Latency and portion have been used as performance indicators for FPGA designs. Energy efficiency and power dissipation have become increasingly important as portable mobile devices have increased in the past few years. Several components in FPGA devices use significant amounts of power, and the configurable connections are responsible for a large portion of this power consumption.

3.3 DWT Process in FPGA-DA

Precisely defined dilations and interpretations of the analyzer’s function, known as a wavelet, represent a signal in the discrete wavelet transform. Generally, basis functions are used in the most common form of the DWT, which uses a relational grid. From the wavelet function, researchers can derive the following equations for the generation of wavelets:

Df1,f2(t)=2f12Df1,f2(2f12(tS))(5)

From the equation as mentioned above (5) coarse and fine expansion coefficients f1,f2 in DWT, respectively, of the scaling function Df1,f2. The use of filter banks is used to implement wavelet theory t. Scaling and wavelet functions are never directly involved in applications; rather, the correlation coefficient 2f12 of the affiliated filters in the bandpass filters S. The conventional connected layer implementation (tS) and the lifting-based execution is the two primary methods for implementing DWT in practice.

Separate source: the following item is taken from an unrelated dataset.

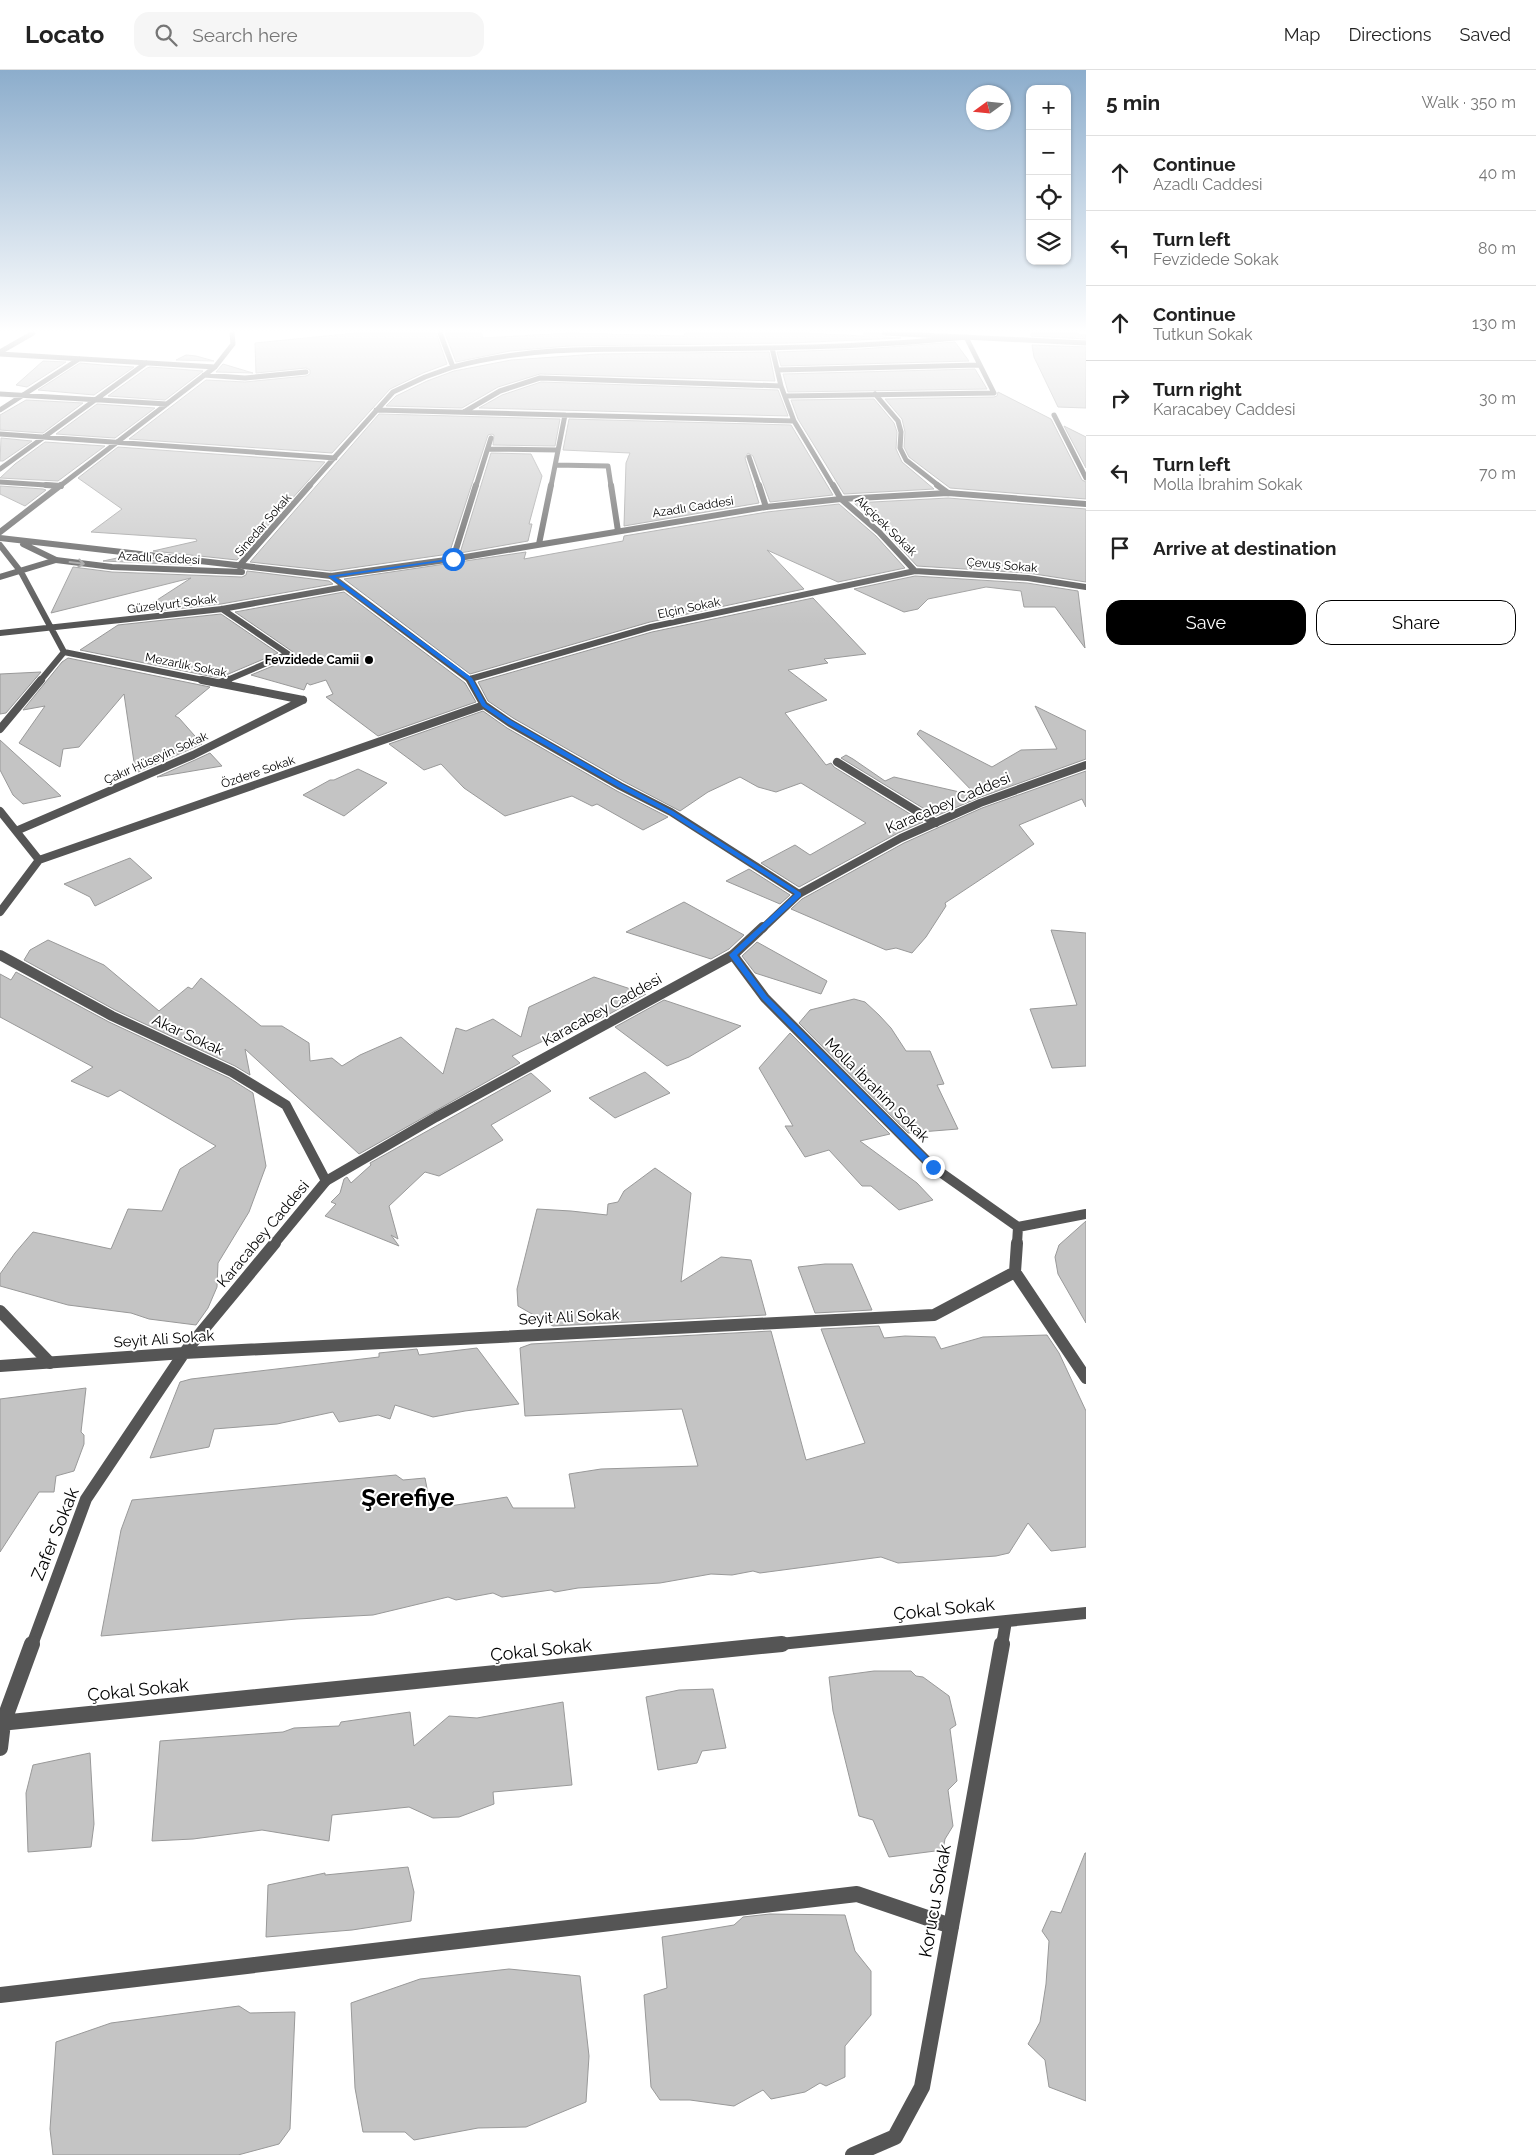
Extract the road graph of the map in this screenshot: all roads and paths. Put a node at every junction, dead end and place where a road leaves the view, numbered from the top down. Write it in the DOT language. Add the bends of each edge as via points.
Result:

Two patterns dominate the ordering of the coefficients after filtering: one that acts as a regularization term like a time series, and the other that helps bring out the complete details of the data. In the AES algorithm, the DWT is computed at multiple configurations using a space representation convolution for low-pass l,ll,lll and high-pass filter h,hh,hhh. To decompose an input signal IS, the DWT uses a two-channel sub-band decomposition of the signal IS to produce two coefficients for each of the two sub-bands mentioned in Fig. 4.

images

Figure 4: DWT process in FPGA-DA

Sa=lncc+(1Liu)cd=1t(lncd+1)Liu(6)

The VLSI based signal processing has been filled with a weighted average Sa of the current condition cc using ANN. In this case, a thresholdt of lessons means removing any nominal from the dataset whose lesson course duration cd is less than summation output in our proposed system FPGA-DA given in Eq. (6) are obtained for the processing of saving of cost (SoC) by the squared root of Liu from the Eq. (6).

wt(x)=x=(tS)+x=Df1,f2(2f12(tS))(7)

Based on the above Eq. (7), a high-pass and a low-pass filter connected with limits x=to is used compared to the traditional DWT implementation wt to achieve the traditional DWT results. Filters have channel impulse response constructions x and must meet certain arithmetical standards for the dissolution of a signal to be perfect. Second-order DWT decomposition with timescales is depicted in Fig. 5. As a result, all coefficients that fall below a certain threshold are omitted from the analysis of L(n) and H(n). These correlations recreate the data set using an inverse wavelet transformation t. The correlation coefficient resulting from the transformation from the input signal IS, thresholding, and inverse conversion of the signal resulting is then converted. Noise can be reduced by setting a threshold at the right level. For testing proposed filtering algorithms, the selected test signal has a rectangular shape like most transmitted signal signals, which makes it ideal.

images

Figure 5: Framework of FPGA-DA using DWT Process

Additionally, the control signal is a synthetic test message with additional noise. Filtering parameters can be calculated based on the various noise power and use the thresholding methodology on the selected features because it is starting to use that the vast majority of the noise is encapsulated within them. Using the soft thresholding method called widespread threshold calculated using below equation,

FP=(2(log(NS)))12TH(8)

There are indeed additional noises (NS) added to the control signal. It is possible to calculate the filtering parameters FP based on different noise power levels and then apply the thresholding TH methodology to the selected features, as the vast majority of the noise is already contained within these levels by logarithmic function integral factors used in the above Eq. (8).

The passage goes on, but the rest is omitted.